Records from a data collection:
[Start of section]
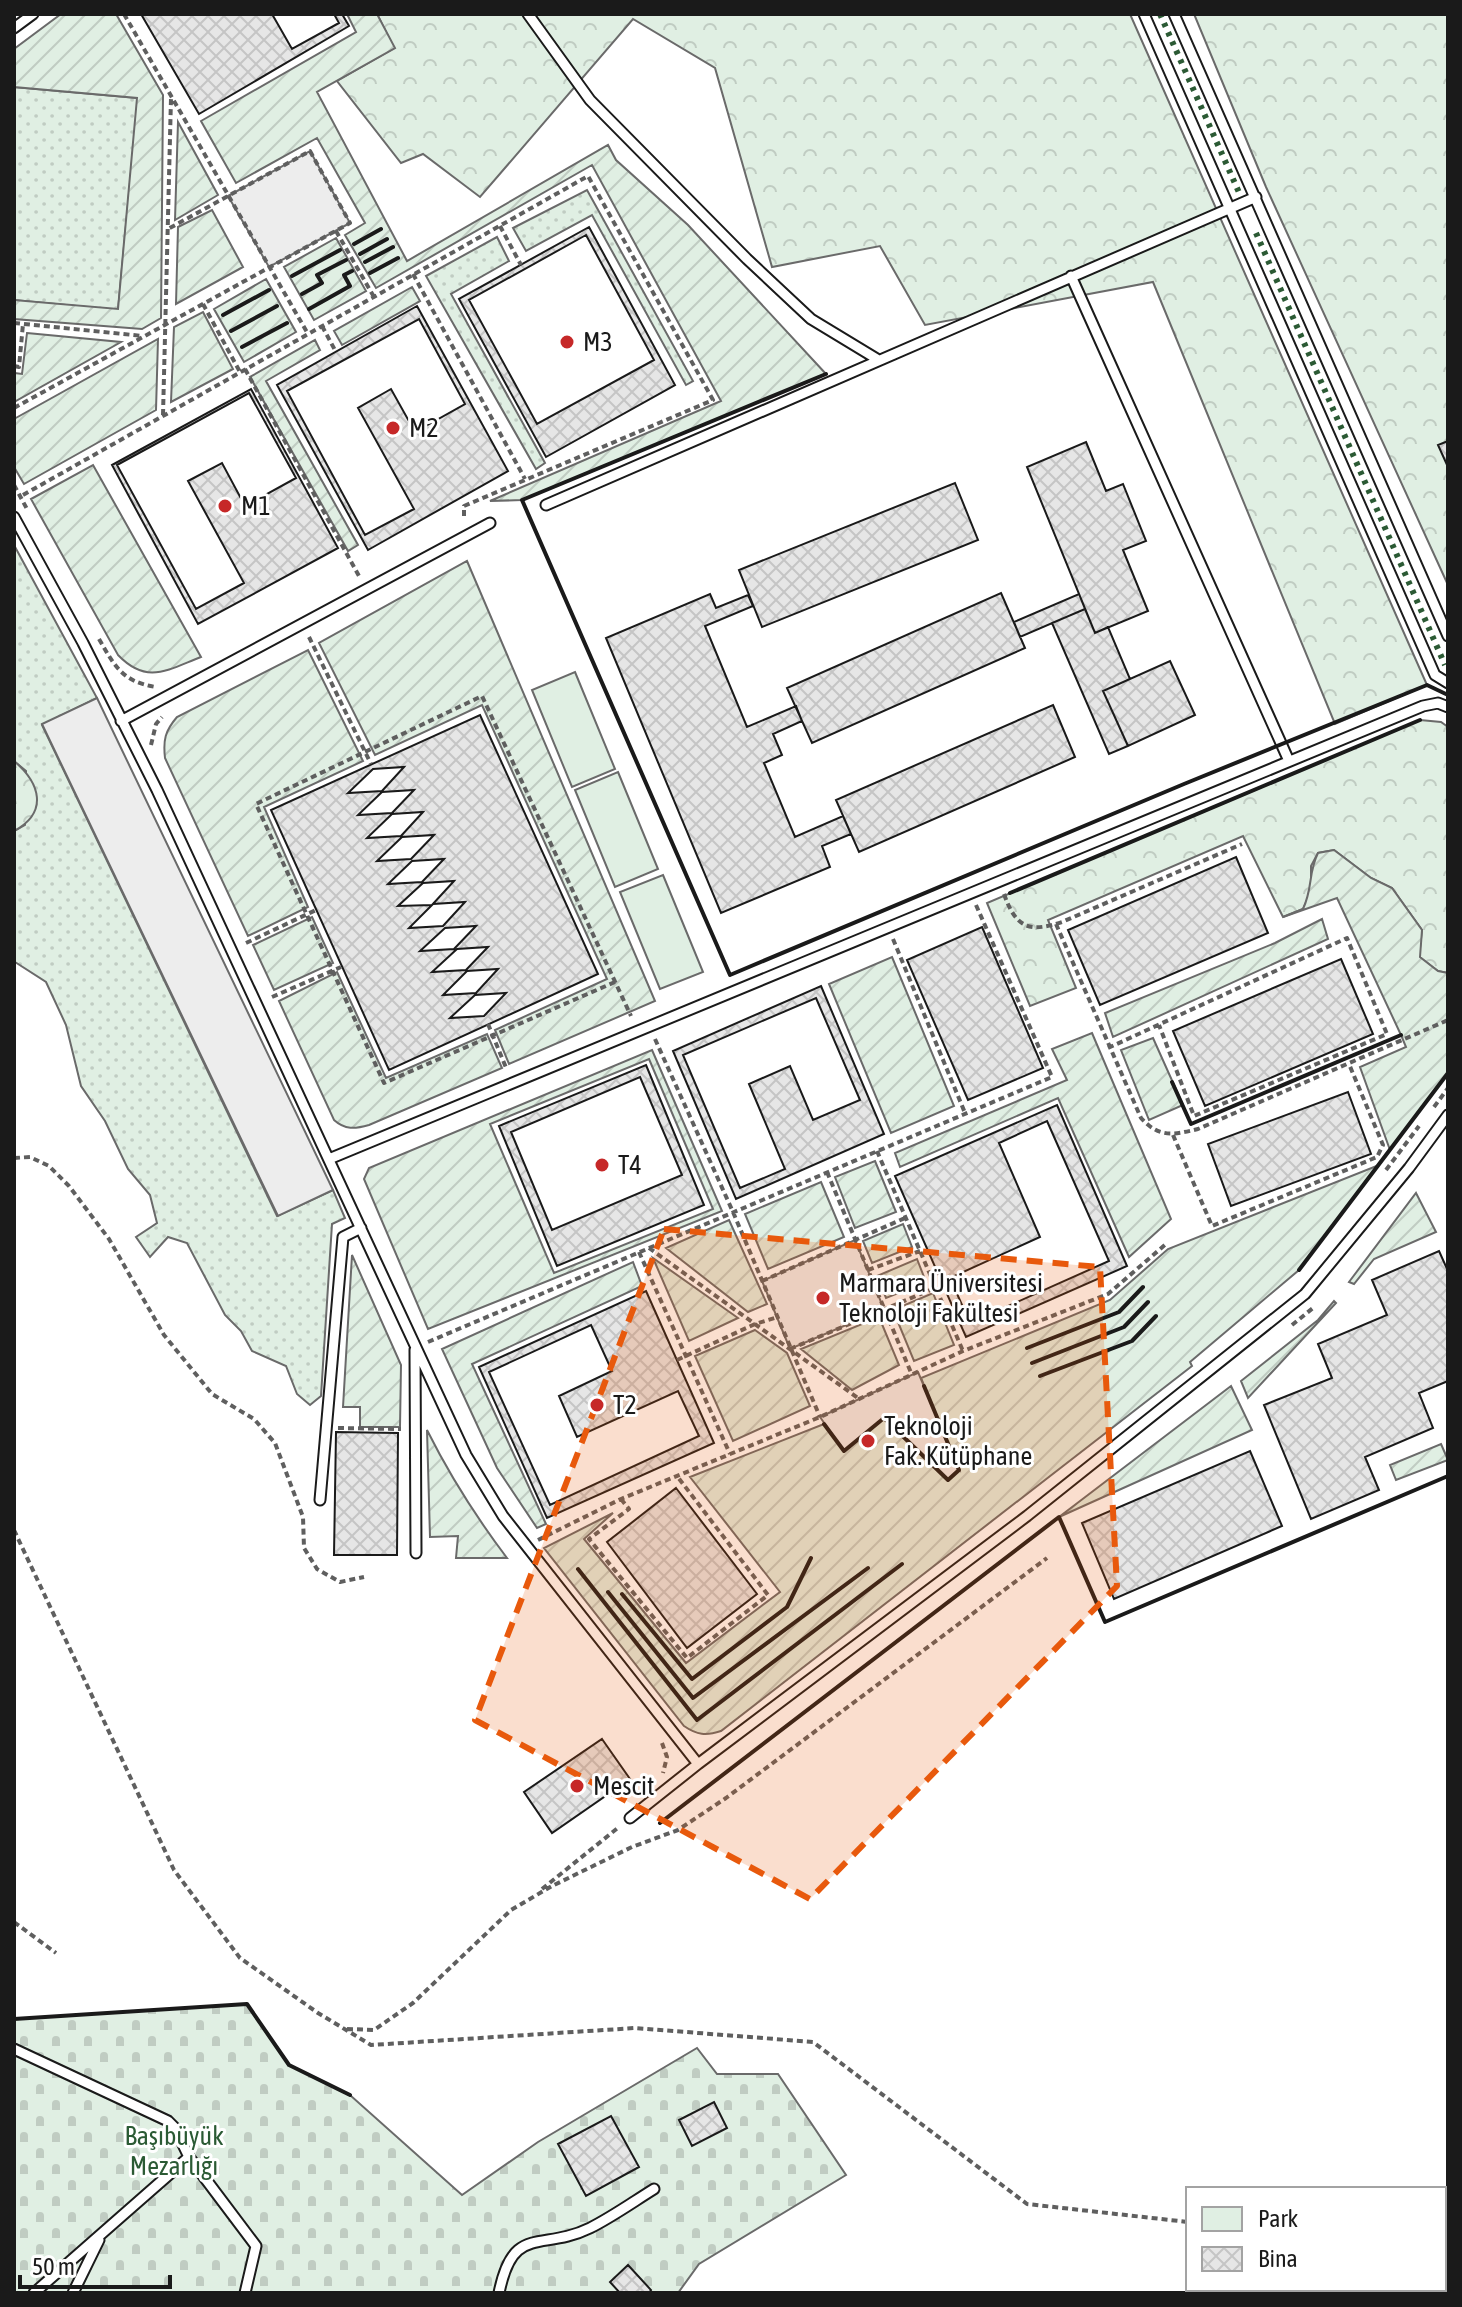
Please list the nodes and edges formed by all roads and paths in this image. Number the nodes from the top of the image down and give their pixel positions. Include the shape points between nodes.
1 (33, 14) edge
2 (124, 14) edge
3 (528, 14) edge
4 (1144, 14) edge
5 (1174, 14) edge
6 (14, 28) edge
7 (171, 96) junction
8 (228, 196) junction
9 (1256, 197) junction
10 (1229, 209) junction
11 (500, 226) junction
12 (168, 229) junction
13 (336, 231) junction
14 (521, 265) dead end
15 (269, 267) junction
16 (413, 274) junction
17 (1071, 276) junction
18 (374, 297) junction
19 (203, 304) junction
20 (14, 323) edge
21 (23, 324) junction
22 (165, 325) junction
23 (322, 326) junction
24 (308, 334) junction
25 (145, 336) junction
26 (336, 352) dead end
27 (877, 359) junction
28 (14, 366) edge
29 (243, 371) junction
30 (14, 408) edge
31 (163, 415) junction
32 (525, 480) junction
33 (14, 485) edge
34 (23, 495) dead end
35 (546, 505) dead end
36 (29, 513) dead end
37 (14, 517) edge
38 (490, 523) dead end
39 (453, 528) dead end
40 (370, 575) dead end
41 (359, 576) dead end
42 (356, 582) dead end
43 (97, 636) dead end
44 (1448, 636) edge
45 (297, 639) dead end
46 (1448, 683) edge
47 (160, 686) dead end
48 (1448, 707) edge
49 (163, 715) dead end
50 (121, 721) junction
51 (365, 751) junction
52 (154, 755) dead end
53 (1289, 761) junction
54 (371, 764) dead end
55 (1242, 844) dead end
56 (999, 881) junction
57 (975, 904) dead end
58 (316, 910) dead end
59 (307, 914) junction
60 (1056, 924) junction
61 (238, 938) dead end
62 (893, 939) dead end
63 (246, 943) dead end
64 (245, 952) dead end
65 (341, 967) dead end
66 (333, 971) junction
67 (615, 982) junction
68 (272, 1010) dead end
69 (631, 1016) dead end
70 (640, 1019) dead end
71 (1448, 1020) edge
72 (488, 1024) dead end
73 (626, 1025) dead end
74 (1159, 1025) junction
75 (493, 1036) junction
76 (655, 1039) dead end
77 (1108, 1048) junction
78 (1349, 1064) junction
79 (507, 1070) dead end
80 (1448, 1088) edge
81 (965, 1113) junction
82 (1429, 1114) dead end
83 (1448, 1115) edge
84 (1419, 1126) dead end
85 (1173, 1135) junction
86 (877, 1151) junction
87 (14, 1158) edge
88 (329, 1159) junction
89 (827, 1172) junction
90 (1381, 1177) dead end
91 (733, 1212) junction
92 (905, 1218) junction
93 (361, 1228) junction
94 (855, 1240) junction
95 (1166, 1244) dead end
96 (649, 1248) junction
97 (920, 1251) junction
98 (639, 1252) junction
99 (868, 1270) junction
100 (762, 1281) junction
101 (936, 1287) junction
102 (884, 1309) junction
103 (778, 1317) junction
104 (755, 1324) junction
105 (422, 1343) junction
106 (790, 1349) junction
107 (963, 1351) junction
108 (428, 1353) dead end
109 (686, 1356) junction
110 (677, 1360) dead end
111 (912, 1375) junction
112 (858, 1398) junction
113 (820, 1417) junction
114 (327, 1428) junction
115 (415, 1429) junction
116 (730, 1454) junction
117 (677, 1476) junction
118 (621, 1499) junction
119 (320, 1500) dead end
120 (14, 1532) edge
121 (526, 1546) junction
122 (416, 1553) dead end
123 (1047, 1558) dead end
124 (364, 1577) dead end
125 (698, 1764) junction
126 (630, 1818) joint
127 (530, 1899) junction
128 (14, 1922) edge
129 (56, 1953) dead end
130 (345, 2029) junction
131 (14, 2049) edge
132 (189, 2157) junction
133 (654, 2189) dead end
134 (1186, 2222) edge
135 (100, 2237) junction
136 (34, 2293) edge
137 (73, 2293) edge
138 (245, 2293) edge
139 (499, 2293) edge

1 - 6 lane
2 - 7 path
3 - 27 lane via 590,100 747,259 811,319
4 - 10 lane
5 - 9 lane
7 - 8 path
7 - 12 path
8 - 12 path
8 - 13 path via 310,151 350,223
8 - 15 path
9 - 10 lane
9 - 44 lane
10 - 17 lane
10 - 46 lane via 1435,675
11 - 14 path
11 - 16 path
11 - 32 path via 588,176 713,400
12 - 22 path
13 - 15 path
13 - 18 path
15 - 19 path
15 - 24 path
16 - 18 path
16 - 32 path
17 - 27 lane
17 - 53 lane
18 - 23 path
19 - 22 path
19 - 29 path
20 - 21 path
21 - 25 path
21 - 28 path via 19,367
22 - 25 path
22 - 31 path
23 - 24 path
23 - 26 path
24 - 29 path
25 - 30 path
27 - 35 lane
29 - 31 path
29 - 41 path
31 - 34 path
32 - 39 path via 464,506 466,520
33 - 36 path
37 - 50 lane
38 - 50 lane
40 - 42 path
43 - 47 path via 125,676
45 - 51 path via 310,635
48 - 53 lane via 1423,706
49 - 52 path via 151,745
50 - 88 lane
51 - 54 path
51 - 59 path via 256,804
51 - 67 path via 482,696
53 - 56 lane
55 - 60 path
56 - 60 path via 1019,922 1038,929
56 - 88 lane
57 - 81 path via 1052,1077
58 - 59 path
59 - 63 path
59 - 66 path
60 - 77 path
61 - 64 path
62 - 81 path
65 - 66 path
66 - 68 path via 268,996
66 - 75 path via 384,1083
67 - 69 path
67 - 75 path
70 - 73 path
71 - 78 path
72 - 75 path
74 - 74 path via 1347,938 1387,1034 1194,1116
74 - 77 path
75 - 79 path
76 - 91 path
77 - 85 path via 1141,1118 1151,1130
78 - 85 path
78 - 85 path via 1383,1145 1377,1157 1212,1226
80 - 82 path
81 - 86 path
83 - 125 lane via 1305,1294 1027,1516
84 - 90 path
86 - 89 path
86 - 92 path
87 - 124 path via 30,1157 49,1166 69,1186 109,1239 164,1335 212,1394 254,1419 275,1443 303,1517 304,1548 317,1569 340,1582
88 - 93 lane
89 - 91 path
89 - 94 path
91 - 96 path
91 - 100 path
92 - 94 path
92 - 97 path
93 - 105 lane
93 - 114 lane via 343,1237
94 - 99 path
94 - 100 path
95 - 107 path via 1108,1294
96 - 98 path
96 - 104 path
97 - 99 path
97 - 101 path
98 - 105 path
98 - 109 path
99 - 102 path
100 - 103 path
101 - 102 path
101 - 107 path
102 - 106 path
102 - 111 path
103 - 104 path
103 - 106 path
104 - 106 path
104 - 109 path
105 - 108 path
105 - 115 lane
105 - 121 lane via 483,1486
106 - 112 path
106 - 113 path
107 - 111 path
109 - 110 path
109 - 116 path
111 - 112 path
112 - 113 path
113 - 116 path
114 - 115 path
114 - 119 lane
115 - 122 lane
116 - 117 path
117 - 118 path
117 - 118 path via 768,1595 687,1658 589,1539 629,1509
118 - 121 path
120 - 130 path via 174,1870 240,1958
121 - 125 lane
123 - 127 path via 678,1830 632,1847
125 - 126 lane
126 - 127 path
127 - 130 path via 511,1910 413,2003 374,2030
128 - 129 path
130 - 134 path via 371,2045 635,2028 813,2042 1027,2204
131 - 132 lane via 168,2121
132 - 135 lane
132 - 138 lane via 256,2246
133 - 139 lane via 589,2229 528,2242 504,2269
135 - 136 lane
135 - 137 lane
[End of section]
* [Your instructions]:
Every entry above should be duplicated exactly. Do not include the images.

* [Expected answer]:
Please list the nodes and edges formed by all roads and paths in this image. Number the nodes from the top of the image down and give their pixel positions. Include the shape points between nodes.
1 (33, 14) edge
2 (124, 14) edge
3 (528, 14) edge
4 (1144, 14) edge
5 (1174, 14) edge
6 (14, 28) edge
7 (171, 96) junction
8 (228, 196) junction
9 (1256, 197) junction
10 (1229, 209) junction
11 (500, 226) junction
12 (168, 229) junction
13 (336, 231) junction
14 (521, 265) dead end
15 (269, 267) junction
16 (413, 274) junction
17 (1071, 276) junction
18 (374, 297) junction
19 (203, 304) junction
20 (14, 323) edge
21 (23, 324) junction
22 (165, 325) junction
23 (322, 326) junction
24 (308, 334) junction
25 (145, 336) junction
26 (336, 352) dead end
27 (877, 359) junction
28 (14, 366) edge
29 (243, 371) junction
30 (14, 408) edge
31 (163, 415) junction
32 (525, 480) junction
33 (14, 485) edge
34 (23, 495) dead end
35 (546, 505) dead end
36 (29, 513) dead end
37 (14, 517) edge
38 (490, 523) dead end
39 (453, 528) dead end
40 (370, 575) dead end
41 (359, 576) dead end
42 (356, 582) dead end
43 (97, 636) dead end
44 (1448, 636) edge
45 (297, 639) dead end
46 (1448, 683) edge
47 (160, 686) dead end
48 (1448, 707) edge
49 (163, 715) dead end
50 (121, 721) junction
51 (365, 751) junction
52 (154, 755) dead end
53 (1289, 761) junction
54 (371, 764) dead end
55 (1242, 844) dead end
56 (999, 881) junction
57 (975, 904) dead end
58 (316, 910) dead end
59 (307, 914) junction
60 (1056, 924) junction
61 (238, 938) dead end
62 (893, 939) dead end
63 (246, 943) dead end
64 (245, 952) dead end
65 (341, 967) dead end
66 (333, 971) junction
67 (615, 982) junction
68 (272, 1010) dead end
69 (631, 1016) dead end
70 (640, 1019) dead end
71 (1448, 1020) edge
72 (488, 1024) dead end
73 (626, 1025) dead end
74 (1159, 1025) junction
75 (493, 1036) junction
76 (655, 1039) dead end
77 (1108, 1048) junction
78 (1349, 1064) junction
79 (507, 1070) dead end
80 (1448, 1088) edge
81 (965, 1113) junction
82 (1429, 1114) dead end
83 (1448, 1115) edge
84 (1419, 1126) dead end
85 (1173, 1135) junction
86 (877, 1151) junction
87 (14, 1158) edge
88 (329, 1159) junction
89 (827, 1172) junction
90 (1381, 1177) dead end
91 (733, 1212) junction
92 (905, 1218) junction
93 (361, 1228) junction
94 (855, 1240) junction
95 (1166, 1244) dead end
96 (649, 1248) junction
97 (920, 1251) junction
98 (639, 1252) junction
99 (868, 1270) junction
100 (762, 1281) junction
101 (936, 1287) junction
102 (884, 1309) junction
103 (778, 1317) junction
104 (755, 1324) junction
105 (422, 1343) junction
106 (790, 1349) junction
107 (963, 1351) junction
108 (428, 1353) dead end
109 (686, 1356) junction
110 (677, 1360) dead end
111 (912, 1375) junction
112 (858, 1398) junction
113 (820, 1417) junction
114 (327, 1428) junction
115 (415, 1429) junction
116 (730, 1454) junction
117 (677, 1476) junction
118 (621, 1499) junction
119 (320, 1500) dead end
120 (14, 1532) edge
121 (526, 1546) junction
122 (416, 1553) dead end
123 (1047, 1558) dead end
124 (364, 1577) dead end
125 (698, 1764) junction
126 (630, 1818) joint
127 (530, 1899) junction
128 (14, 1922) edge
129 (56, 1953) dead end
130 (345, 2029) junction
131 (14, 2049) edge
132 (189, 2157) junction
133 (654, 2189) dead end
134 (1186, 2222) edge
135 (100, 2237) junction
136 (34, 2293) edge
137 (73, 2293) edge
138 (245, 2293) edge
139 (499, 2293) edge

1 - 6 lane
2 - 7 path
3 - 27 lane via 590,100 747,259 811,319
4 - 10 lane
5 - 9 lane
7 - 8 path
7 - 12 path
8 - 12 path
8 - 13 path via 310,151 350,223
8 - 15 path
9 - 10 lane
9 - 44 lane
10 - 17 lane
10 - 46 lane via 1435,675
11 - 14 path
11 - 16 path
11 - 32 path via 588,176 713,400
12 - 22 path
13 - 15 path
13 - 18 path
15 - 19 path
15 - 24 path
16 - 18 path
16 - 32 path
17 - 27 lane
17 - 53 lane
18 - 23 path
19 - 22 path
19 - 29 path
20 - 21 path
21 - 25 path
21 - 28 path via 19,367
22 - 25 path
22 - 31 path
23 - 24 path
23 - 26 path
24 - 29 path
25 - 30 path
27 - 35 lane
29 - 31 path
29 - 41 path
31 - 34 path
32 - 39 path via 464,506 466,520
33 - 36 path
37 - 50 lane
38 - 50 lane
40 - 42 path
43 - 47 path via 125,676
45 - 51 path via 310,635
48 - 53 lane via 1423,706
49 - 52 path via 151,745
50 - 88 lane
51 - 54 path
51 - 59 path via 256,804
51 - 67 path via 482,696
53 - 56 lane
55 - 60 path
56 - 60 path via 1019,922 1038,929
56 - 88 lane
57 - 81 path via 1052,1077
58 - 59 path
59 - 63 path
59 - 66 path
60 - 77 path
61 - 64 path
62 - 81 path
65 - 66 path
66 - 68 path via 268,996
66 - 75 path via 384,1083
67 - 69 path
67 - 75 path
70 - 73 path
71 - 78 path
72 - 75 path
74 - 74 path via 1347,938 1387,1034 1194,1116
74 - 77 path
75 - 79 path
76 - 91 path
77 - 85 path via 1141,1118 1151,1130
78 - 85 path
78 - 85 path via 1383,1145 1377,1157 1212,1226
80 - 82 path
81 - 86 path
83 - 125 lane via 1305,1294 1027,1516
84 - 90 path
86 - 89 path
86 - 92 path
87 - 124 path via 30,1157 49,1166 69,1186 109,1239 164,1335 212,1394 254,1419 275,1443 303,1517 304,1548 317,1569 340,1582
88 - 93 lane
89 - 91 path
89 - 94 path
91 - 96 path
91 - 100 path
92 - 94 path
92 - 97 path
93 - 105 lane
93 - 114 lane via 343,1237
94 - 99 path
94 - 100 path
95 - 107 path via 1108,1294
96 - 98 path
96 - 104 path
97 - 99 path
97 - 101 path
98 - 105 path
98 - 109 path
99 - 102 path
100 - 103 path
101 - 102 path
101 - 107 path
102 - 106 path
102 - 111 path
103 - 104 path
103 - 106 path
104 - 106 path
104 - 109 path
105 - 108 path
105 - 115 lane
105 - 121 lane via 483,1486
106 - 112 path
106 - 113 path
107 - 111 path
109 - 110 path
109 - 116 path
111 - 112 path
112 - 113 path
113 - 116 path
114 - 115 path
114 - 119 lane
115 - 122 lane
116 - 117 path
117 - 118 path
117 - 118 path via 768,1595 687,1658 589,1539 629,1509
118 - 121 path
120 - 130 path via 174,1870 240,1958
121 - 125 lane
123 - 127 path via 678,1830 632,1847
125 - 126 lane
126 - 127 path
127 - 130 path via 511,1910 413,2003 374,2030
128 - 129 path
130 - 134 path via 371,2045 635,2028 813,2042 1027,2204
131 - 132 lane via 168,2121
132 - 135 lane
132 - 138 lane via 256,2246
133 - 139 lane via 589,2229 528,2242 504,2269
135 - 136 lane
135 - 137 lane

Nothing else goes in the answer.